All users should eventually upgrade to 4.04.2 from 4.04.0 and 4.04.1.
Any user who produces setuid programs with OCaml should read the CVE
and upgrade immediately.
and
CVE-2017-9772: Privilege escalation in OCaml runtime for SUID executables
The environment variables CAML_CPLUGINS, CAML_NATIVE_CPLUGINS, and
CAML_BYTE_CPLUGINS can be used to auto-load code into any ocamlopt-compiled
executable or any ocamlc-compiled executable in ‘custom runtime mode’.
This can lead to privilege escalation if the executable is marked setuid.
Vulnerable versions: OCaml 4.04.0 and 4.04.1
Workarounds:
Upgrade to OCaml 4.04.2 or higher.
or - Compile the OCaml distribution with the “-no-cplugins” configure option.
or - OPAM users can “opam update && opam switch recompile 4.04.1”, as
the repository has had backported patches applied.
Impact: This only affects binaries that have been installed on Unix-like
operating systems (including Linux and macOS) with the setuid bit set.
However, in that situation, any user who execute the program gains all
the privileges of the owner of the executable (meaning that root-owned
setuid executables provide root access).
Fix: OCaml 4.04.2 mitigates this by modifying Sys.getenv and Unix.getenv
to raise an exception if the process has ever had elevated privileges.

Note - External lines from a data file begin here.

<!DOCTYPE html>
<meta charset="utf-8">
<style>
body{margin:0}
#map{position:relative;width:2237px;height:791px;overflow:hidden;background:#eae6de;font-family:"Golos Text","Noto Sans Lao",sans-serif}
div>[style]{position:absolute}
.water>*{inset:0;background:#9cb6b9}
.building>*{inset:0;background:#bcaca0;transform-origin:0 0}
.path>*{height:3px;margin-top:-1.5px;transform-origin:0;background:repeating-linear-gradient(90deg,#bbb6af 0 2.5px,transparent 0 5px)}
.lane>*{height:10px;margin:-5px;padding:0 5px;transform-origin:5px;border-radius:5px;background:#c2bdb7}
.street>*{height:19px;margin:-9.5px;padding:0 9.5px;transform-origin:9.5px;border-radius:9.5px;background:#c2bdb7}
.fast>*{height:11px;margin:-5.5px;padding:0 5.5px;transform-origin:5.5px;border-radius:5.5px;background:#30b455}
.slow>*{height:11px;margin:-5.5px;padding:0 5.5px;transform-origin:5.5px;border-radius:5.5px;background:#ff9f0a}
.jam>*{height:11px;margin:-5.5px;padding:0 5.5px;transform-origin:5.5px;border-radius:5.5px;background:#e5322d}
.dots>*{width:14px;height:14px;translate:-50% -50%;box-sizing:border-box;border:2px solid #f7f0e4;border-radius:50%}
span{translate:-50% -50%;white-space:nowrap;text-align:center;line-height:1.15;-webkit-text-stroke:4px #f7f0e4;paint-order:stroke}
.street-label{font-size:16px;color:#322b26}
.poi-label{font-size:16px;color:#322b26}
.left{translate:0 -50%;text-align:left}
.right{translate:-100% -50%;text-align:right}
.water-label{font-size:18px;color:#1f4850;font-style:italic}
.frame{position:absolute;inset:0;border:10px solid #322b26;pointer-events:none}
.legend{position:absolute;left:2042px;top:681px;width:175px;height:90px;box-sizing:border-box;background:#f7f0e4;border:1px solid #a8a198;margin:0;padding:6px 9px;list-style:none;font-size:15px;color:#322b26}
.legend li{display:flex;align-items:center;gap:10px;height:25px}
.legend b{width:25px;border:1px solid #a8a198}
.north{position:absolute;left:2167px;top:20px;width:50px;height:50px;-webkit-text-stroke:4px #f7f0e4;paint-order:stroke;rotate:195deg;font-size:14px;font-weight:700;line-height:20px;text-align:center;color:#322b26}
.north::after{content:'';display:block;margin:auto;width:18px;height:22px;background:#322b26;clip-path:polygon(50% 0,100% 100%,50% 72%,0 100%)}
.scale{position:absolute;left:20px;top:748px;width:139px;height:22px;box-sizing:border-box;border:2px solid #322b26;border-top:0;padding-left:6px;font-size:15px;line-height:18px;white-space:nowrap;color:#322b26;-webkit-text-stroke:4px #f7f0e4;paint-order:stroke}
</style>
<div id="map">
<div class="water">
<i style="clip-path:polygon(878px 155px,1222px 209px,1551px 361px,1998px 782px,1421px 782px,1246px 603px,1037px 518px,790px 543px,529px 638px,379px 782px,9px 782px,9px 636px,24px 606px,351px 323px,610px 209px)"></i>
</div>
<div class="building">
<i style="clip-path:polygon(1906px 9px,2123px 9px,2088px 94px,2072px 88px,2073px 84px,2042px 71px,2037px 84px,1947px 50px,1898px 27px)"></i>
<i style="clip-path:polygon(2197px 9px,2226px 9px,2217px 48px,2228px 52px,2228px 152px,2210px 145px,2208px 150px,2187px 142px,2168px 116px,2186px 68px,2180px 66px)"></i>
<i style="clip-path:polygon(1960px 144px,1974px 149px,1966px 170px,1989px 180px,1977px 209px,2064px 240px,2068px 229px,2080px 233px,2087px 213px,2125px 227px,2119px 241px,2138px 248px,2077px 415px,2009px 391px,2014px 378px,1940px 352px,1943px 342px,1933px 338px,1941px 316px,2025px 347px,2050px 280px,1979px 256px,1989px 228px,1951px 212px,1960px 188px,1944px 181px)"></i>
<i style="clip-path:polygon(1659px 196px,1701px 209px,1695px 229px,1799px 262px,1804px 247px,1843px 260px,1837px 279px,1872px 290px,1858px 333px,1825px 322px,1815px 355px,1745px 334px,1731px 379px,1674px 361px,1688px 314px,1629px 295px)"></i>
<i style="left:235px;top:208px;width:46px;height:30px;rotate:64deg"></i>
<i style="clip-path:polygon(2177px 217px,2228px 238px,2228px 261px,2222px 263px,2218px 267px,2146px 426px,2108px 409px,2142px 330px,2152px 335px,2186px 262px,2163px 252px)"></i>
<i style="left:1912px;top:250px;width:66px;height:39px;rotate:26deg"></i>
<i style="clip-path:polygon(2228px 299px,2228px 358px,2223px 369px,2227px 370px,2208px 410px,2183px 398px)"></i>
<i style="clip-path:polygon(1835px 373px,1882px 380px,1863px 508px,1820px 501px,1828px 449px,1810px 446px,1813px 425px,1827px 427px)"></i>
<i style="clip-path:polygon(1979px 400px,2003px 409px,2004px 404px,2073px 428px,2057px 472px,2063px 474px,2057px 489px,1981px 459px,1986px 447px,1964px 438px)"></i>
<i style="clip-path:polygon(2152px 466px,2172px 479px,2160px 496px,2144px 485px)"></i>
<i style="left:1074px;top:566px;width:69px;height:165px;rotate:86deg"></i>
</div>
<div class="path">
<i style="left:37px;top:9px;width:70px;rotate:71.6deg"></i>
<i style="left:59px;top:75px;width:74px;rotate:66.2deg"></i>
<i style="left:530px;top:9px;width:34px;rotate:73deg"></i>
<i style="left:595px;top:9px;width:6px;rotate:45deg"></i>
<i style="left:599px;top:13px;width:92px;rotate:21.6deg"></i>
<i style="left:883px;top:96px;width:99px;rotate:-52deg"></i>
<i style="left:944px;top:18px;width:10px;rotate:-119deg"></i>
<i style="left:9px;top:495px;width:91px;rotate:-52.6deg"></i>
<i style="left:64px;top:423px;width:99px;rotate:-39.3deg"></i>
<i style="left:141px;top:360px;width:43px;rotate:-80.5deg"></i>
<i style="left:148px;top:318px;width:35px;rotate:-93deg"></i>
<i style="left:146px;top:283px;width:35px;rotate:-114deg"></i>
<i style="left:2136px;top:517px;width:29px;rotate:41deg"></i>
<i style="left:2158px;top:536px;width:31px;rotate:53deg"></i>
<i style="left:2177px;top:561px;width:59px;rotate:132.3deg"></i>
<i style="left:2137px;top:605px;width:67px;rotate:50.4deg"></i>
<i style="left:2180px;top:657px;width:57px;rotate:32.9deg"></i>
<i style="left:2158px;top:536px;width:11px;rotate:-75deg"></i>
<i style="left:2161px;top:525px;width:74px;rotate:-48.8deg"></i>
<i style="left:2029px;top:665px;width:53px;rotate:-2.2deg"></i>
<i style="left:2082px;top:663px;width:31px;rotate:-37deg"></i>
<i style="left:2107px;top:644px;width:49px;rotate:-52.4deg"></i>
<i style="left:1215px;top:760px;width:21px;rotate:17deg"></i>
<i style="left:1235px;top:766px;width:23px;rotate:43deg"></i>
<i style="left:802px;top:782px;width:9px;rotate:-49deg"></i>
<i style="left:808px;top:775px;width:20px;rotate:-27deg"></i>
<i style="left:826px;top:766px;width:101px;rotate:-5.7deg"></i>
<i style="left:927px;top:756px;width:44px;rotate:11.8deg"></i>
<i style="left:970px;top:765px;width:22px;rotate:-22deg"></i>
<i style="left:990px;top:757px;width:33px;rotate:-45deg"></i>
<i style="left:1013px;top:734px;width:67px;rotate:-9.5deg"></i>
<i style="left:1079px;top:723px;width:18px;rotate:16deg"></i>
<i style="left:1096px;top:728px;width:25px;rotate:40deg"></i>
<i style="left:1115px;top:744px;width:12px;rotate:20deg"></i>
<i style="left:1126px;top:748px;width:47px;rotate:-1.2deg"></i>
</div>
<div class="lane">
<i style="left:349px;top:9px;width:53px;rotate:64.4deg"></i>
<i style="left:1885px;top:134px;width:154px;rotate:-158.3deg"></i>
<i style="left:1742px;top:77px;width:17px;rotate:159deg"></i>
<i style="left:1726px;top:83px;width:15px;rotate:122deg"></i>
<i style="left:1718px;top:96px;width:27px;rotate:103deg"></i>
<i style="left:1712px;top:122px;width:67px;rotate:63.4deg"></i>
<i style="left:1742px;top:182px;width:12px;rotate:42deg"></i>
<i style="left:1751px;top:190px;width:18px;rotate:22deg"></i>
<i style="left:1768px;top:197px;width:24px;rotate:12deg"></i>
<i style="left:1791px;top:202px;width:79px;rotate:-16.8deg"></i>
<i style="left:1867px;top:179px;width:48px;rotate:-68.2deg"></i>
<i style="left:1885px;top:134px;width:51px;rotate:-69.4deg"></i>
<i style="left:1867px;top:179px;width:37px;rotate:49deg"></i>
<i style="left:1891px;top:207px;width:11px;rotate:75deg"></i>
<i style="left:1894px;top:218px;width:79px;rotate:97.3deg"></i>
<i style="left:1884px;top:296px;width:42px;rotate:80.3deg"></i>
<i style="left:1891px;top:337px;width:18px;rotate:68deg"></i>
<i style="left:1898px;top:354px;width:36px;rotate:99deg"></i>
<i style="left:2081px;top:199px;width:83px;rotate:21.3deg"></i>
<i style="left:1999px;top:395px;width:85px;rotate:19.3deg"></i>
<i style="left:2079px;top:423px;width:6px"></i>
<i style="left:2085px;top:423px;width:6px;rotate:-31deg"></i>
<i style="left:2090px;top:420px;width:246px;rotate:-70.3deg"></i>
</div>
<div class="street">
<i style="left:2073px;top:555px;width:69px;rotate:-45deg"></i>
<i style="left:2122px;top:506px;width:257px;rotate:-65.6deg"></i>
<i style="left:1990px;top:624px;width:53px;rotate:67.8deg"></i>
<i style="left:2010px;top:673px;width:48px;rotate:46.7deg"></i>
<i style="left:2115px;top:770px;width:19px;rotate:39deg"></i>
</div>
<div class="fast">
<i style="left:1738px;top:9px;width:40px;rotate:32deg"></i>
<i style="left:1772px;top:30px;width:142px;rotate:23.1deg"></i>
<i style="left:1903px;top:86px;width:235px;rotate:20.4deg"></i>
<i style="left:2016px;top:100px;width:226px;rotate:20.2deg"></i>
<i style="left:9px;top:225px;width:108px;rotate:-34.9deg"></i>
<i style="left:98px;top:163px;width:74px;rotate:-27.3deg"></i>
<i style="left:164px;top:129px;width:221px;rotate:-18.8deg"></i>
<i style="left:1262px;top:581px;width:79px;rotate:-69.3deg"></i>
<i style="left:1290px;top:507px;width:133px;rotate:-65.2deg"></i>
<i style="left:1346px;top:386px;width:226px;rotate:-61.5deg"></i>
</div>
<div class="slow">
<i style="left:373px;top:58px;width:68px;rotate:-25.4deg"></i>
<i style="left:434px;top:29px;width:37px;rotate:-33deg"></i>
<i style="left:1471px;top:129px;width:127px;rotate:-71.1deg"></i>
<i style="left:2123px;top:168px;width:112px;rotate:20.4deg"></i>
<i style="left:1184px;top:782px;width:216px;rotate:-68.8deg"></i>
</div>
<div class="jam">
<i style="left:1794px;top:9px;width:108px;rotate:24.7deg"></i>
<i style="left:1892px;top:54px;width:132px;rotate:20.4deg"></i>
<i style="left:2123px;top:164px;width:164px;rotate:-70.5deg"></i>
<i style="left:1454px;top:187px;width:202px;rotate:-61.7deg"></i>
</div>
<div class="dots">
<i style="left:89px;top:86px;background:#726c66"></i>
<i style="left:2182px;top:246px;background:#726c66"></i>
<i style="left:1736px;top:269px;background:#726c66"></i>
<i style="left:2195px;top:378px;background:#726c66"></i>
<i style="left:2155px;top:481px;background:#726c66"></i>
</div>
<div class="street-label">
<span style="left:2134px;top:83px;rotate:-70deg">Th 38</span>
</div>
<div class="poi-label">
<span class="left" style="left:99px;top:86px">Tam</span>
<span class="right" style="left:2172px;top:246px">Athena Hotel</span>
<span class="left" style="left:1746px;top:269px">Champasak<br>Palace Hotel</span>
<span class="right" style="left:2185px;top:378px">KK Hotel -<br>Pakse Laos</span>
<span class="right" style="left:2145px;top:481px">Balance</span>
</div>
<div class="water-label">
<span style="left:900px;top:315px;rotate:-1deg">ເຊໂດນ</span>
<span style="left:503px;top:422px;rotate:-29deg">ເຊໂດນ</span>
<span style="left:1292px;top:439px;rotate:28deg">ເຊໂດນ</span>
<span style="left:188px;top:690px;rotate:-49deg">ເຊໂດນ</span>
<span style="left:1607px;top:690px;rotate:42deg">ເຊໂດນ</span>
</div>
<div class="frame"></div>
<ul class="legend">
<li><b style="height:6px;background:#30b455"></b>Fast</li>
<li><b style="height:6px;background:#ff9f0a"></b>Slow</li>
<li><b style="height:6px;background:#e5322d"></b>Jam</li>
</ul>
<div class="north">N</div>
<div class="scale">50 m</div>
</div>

The OCaml runtime has also been modified to use this function for
retrieving all of the runtime environment variables which could potentially
cause files to be accessed or modified. The older behaviour is available
in Sys.unsafe_getenv for applications that require strict compatibility.
See the full original post for credits and details.
thanks for posting this @antron. Would you mind editing the body of the post here to include the full body of the CVE text? It contains important information about the vulnerability. I have taken the liberty of editing the title to reflect the specific nature of the security flaw in the meanwhile.
Thanks, I’ve done so. I’m not sure what the right thing to do here is. You’re welcome to edit the post further if you think more of the message should be included, or I can do it on demand.
There also seems to be a bit of a discussion brewing about the wisdom of the CPLUGINS environment variable. From Alexey Egorov:
Why the CPLUGINS feature is enabled by default AND completely undocumented?
Loading code to my app based on some unknown environment variable by_default already seems like a vulnerability to me.
Thanks! Generally when posting about security issues, including non-snipped details is encouraged. The CVE contains details about impact, workarounds and affected versions that provides important context. Most users are thankfully not affected by this issue as it only impacts suid binaries.
There also seems to be a bit of a discussion brewing about the wisdom of the CPLUGINS environment variable.
If I can make a meta-comment, I think that the security issue stings and burns for everyone that was even remotely involved in the process (or didn’t get involved and now wonder if they should feel responsible for not looking and not noticing the issue), and I’m not sure that starting a discussion on (rather obvious, and already previously raised) reservations about the feature is a great move. It is easy to be a bit too snarky with hindsight.
(Of course it shall be important and interesting to start a conversation on having processes in place to avoid such issues in the future, and in fact I’m going to do just that.)
I highlighted the CPLUGINS note because I was not aware of this environment variable until I Alexey Egorov posted it, and I believe a number of other people on Discourse would be interested to know that it exists. It has nothing to do with snark, though I can’t speak for anyone else that may have wanted to comment.
So, it wasn’t obvious. Perhaps it would be nice to get a link to where it was previously raised or otherwise discussed?